A febbraio nell’antica Pompei si celebravano i Fornacalia: una festa dedicata ai forni panificatori
POMPEI. Dal 7 al 17 febbraio l’antica città di Pompei diventava palcoscenico dei Fornacalia, la festa popolare che veniva organizzata dalla più potente e politicizzata corporazione artigianale di Pompei e cioè quella dei panettieri.
La categoria fiorì in corrispondenza dell’evoluzione della tecnica di produzione del pane, che divenne un prodotto artigianale di prima necessità, considerato che l’antico commercio del cibo ha avuto la priorità rispetto agli altri commerci. Non a caso, all’epoca della sua distruzione, Pompei aveva tantissimi forni.
Alla Dea Vesta, custode del buon funzionamento del forno, era offerta la “mola salsa”, fatta con chicchi di farro abbrustolito e pestati in un mortaio. Nelle sacre icone Vesta riceveva le offerte accompagnata dall’asino, il suo animale sacro. Lo stesso che fu messo alle macine al posto degli schiavi.
All’epoca dell’eruzione del Vesuvio del 79 d.C. 9 forni erano ancora interni alle domus a dimostrazione che non era ancora completo il processo di industrializzazione del settore. Spesso nelle domus i forni stavano nei sotterranei come nella casa del Menandro, nella Casa del Criptoportico, nella Casa di Giuseppe II e nella Casa del Centenario.
I panifici attivi erano provvisti di almeno una macina per fare la farina. Quelli che ne erano sprovvisti partecipavano alla catena produttiva a partire dallo stadio successivo alla macinazione del grano. Tra gli alimenti dell’antica Pompei il pane è quello più documentato.
La conoscenza scientifica della sua produzione deriva delle analisi, nel corso degli scavi archeologici, delle pagnotte carbonizzate. Le prime pagnotte erano a base di legumi. Il cereale originariamente utilizzato nella produzione del pane era il farro, da cui discende il termine “farina”, intesa come prodotto della macinazione dei cereali.
Esistevano numerosi tipi e formati di pane, a seconda dei loro differenti usi, impasti e metodi di cottura. Man mano che le tecniche di macinatura e setacciatura della farina e la preparazione e cottura del pane diventarono più complessi la sua produzione lasciò l’ambito familiare per diventare un lucroso mestiere, dal momento che del pane nessuno poteva fare a meno.
Dagli affreschi parietali di Pompei si hanno notizie sui commerci del pane come quello che mostra un tipico momento di vita cittadina. Vi si vede un fornaio impegnato a vendere pane ai clienti.
Nel corso del II secolo a.C. il lavoro dei fornai sostituì la produzione interna alle domus. Nel I secolo a.C. a Pompei si potevano contare decine di forni perfettamente attivi, costituiti da grandi macine in pietra lavica, azionate da schiavi o asini.

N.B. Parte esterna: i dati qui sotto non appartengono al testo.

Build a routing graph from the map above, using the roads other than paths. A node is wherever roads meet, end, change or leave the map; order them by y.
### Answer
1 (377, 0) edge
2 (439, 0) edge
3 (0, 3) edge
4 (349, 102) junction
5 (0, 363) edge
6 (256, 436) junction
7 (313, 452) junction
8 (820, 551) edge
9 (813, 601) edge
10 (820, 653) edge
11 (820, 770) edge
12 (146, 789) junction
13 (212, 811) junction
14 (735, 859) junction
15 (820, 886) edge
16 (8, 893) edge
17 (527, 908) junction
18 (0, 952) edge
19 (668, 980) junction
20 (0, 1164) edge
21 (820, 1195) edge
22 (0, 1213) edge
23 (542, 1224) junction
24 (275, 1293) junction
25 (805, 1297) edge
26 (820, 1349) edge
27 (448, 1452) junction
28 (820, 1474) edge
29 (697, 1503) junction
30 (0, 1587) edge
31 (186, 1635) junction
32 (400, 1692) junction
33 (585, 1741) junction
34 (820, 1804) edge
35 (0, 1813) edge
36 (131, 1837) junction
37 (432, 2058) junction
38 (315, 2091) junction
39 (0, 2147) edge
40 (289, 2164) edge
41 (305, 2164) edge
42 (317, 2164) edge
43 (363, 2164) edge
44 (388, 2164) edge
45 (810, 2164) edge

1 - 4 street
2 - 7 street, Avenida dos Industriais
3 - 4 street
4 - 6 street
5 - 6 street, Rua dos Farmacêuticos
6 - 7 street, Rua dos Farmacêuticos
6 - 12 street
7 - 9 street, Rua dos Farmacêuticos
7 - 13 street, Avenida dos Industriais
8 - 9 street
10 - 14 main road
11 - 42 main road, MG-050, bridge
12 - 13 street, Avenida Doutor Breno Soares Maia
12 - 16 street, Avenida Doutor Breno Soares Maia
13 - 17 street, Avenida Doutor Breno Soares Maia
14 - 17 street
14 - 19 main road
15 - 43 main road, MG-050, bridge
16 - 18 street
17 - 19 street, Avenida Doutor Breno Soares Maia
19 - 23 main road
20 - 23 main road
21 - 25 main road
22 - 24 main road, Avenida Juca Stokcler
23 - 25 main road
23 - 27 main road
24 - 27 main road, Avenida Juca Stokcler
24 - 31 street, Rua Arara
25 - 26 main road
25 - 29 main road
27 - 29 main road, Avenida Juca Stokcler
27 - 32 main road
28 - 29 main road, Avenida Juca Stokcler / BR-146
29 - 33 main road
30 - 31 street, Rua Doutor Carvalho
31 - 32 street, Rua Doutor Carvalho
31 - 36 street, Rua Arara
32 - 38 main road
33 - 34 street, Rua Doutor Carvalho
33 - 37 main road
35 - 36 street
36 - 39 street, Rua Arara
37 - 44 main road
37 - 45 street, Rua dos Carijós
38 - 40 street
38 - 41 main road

Il banco di vendita non era una costante dei panifici dell’epoca, che spesso ricorrevano agli ambulanti. Il pane era venduto in pagnotte tonde, già divise in spicchi per facilitarne il taglio e portavano in superficie il marchio del produttore.
Il termine “pistores”, utilizzato per i servi adibiti alla triturazione del farro, fu utilizzato successivamente come appellativo dei fornai. All’inizio si fecero panettieri i liberti e i pompeiani di basso ceto ma essi si arricchirono e crearono una potente corporazione (“collegium pistorum”) che ottenne privilegi e immunità.
Le scritte elettorali sulle mura di Pompei dimostrano che i panettieri influenzavano i pompeiani riguardo al voto mentre il pane, considerato un bene di lusso, era un gradito dono per i clientes ed utilizzato con profitto nel voto di scambio che ebbe inizio a Pompei già nei i tempi antichi ma che prosegue ai nostri giorni indisturbatamente.